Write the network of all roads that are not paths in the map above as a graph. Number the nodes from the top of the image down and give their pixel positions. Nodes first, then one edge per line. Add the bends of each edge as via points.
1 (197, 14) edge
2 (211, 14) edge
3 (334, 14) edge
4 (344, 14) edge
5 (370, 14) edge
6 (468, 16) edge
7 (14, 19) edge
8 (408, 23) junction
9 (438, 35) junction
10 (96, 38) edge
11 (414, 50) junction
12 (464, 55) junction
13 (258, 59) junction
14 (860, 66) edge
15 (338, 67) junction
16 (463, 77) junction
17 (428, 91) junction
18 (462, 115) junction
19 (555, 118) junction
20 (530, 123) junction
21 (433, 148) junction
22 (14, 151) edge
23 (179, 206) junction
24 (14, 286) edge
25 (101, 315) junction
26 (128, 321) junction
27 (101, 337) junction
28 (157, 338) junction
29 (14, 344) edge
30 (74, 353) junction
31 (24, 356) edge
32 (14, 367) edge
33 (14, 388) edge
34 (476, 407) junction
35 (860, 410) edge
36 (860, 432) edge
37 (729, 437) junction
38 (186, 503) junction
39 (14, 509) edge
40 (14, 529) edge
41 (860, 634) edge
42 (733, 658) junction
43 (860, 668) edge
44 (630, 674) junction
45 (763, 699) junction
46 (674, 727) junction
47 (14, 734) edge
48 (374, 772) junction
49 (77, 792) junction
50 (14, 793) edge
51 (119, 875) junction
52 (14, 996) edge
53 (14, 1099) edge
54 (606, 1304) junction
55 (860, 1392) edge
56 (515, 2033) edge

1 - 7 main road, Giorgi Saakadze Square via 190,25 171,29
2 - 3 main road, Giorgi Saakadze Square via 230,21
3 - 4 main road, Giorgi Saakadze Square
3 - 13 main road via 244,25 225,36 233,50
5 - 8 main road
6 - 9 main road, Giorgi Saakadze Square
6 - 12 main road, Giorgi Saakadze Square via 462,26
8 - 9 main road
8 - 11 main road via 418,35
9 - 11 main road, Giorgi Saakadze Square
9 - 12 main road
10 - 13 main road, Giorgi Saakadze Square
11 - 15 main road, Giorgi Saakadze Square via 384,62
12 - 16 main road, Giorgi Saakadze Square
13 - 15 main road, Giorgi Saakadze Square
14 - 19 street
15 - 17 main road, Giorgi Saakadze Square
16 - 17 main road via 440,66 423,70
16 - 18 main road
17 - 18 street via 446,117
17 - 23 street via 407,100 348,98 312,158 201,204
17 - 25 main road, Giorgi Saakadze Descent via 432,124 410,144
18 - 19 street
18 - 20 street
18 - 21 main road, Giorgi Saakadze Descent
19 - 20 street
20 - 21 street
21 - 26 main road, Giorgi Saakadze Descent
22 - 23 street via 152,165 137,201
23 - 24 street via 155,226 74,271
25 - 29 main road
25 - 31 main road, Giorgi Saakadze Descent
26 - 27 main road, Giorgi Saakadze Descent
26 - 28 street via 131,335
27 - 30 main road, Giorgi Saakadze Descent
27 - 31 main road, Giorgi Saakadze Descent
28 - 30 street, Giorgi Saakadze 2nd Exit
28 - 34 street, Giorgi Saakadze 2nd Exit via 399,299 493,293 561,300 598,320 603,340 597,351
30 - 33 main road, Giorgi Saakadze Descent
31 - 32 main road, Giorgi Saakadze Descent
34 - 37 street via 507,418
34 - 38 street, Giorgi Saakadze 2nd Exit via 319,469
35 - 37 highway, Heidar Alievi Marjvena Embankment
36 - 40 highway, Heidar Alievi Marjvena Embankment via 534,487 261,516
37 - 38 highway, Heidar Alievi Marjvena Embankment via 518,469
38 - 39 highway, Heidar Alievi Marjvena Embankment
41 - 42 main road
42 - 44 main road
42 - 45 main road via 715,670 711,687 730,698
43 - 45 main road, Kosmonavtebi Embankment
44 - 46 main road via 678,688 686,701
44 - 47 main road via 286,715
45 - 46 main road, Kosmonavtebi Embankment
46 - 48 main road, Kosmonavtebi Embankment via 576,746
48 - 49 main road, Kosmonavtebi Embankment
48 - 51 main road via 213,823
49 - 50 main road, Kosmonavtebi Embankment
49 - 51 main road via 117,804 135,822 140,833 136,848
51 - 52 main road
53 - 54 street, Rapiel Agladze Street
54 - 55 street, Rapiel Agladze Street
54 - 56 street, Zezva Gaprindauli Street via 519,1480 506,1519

#####

— DIRECTIONS —
All lines in the records above with "Kosmonavtebi" need to be found and copied.

— OUTPUT FOR THIS TASK —
43 - 45 main road, Kosmonavtebi Embankment
45 - 46 main road, Kosmonavtebi Embankment
46 - 48 main road, Kosmonavtebi Embankment via 576,746
48 - 49 main road, Kosmonavtebi Embankment
49 - 50 main road, Kosmonavtebi Embankment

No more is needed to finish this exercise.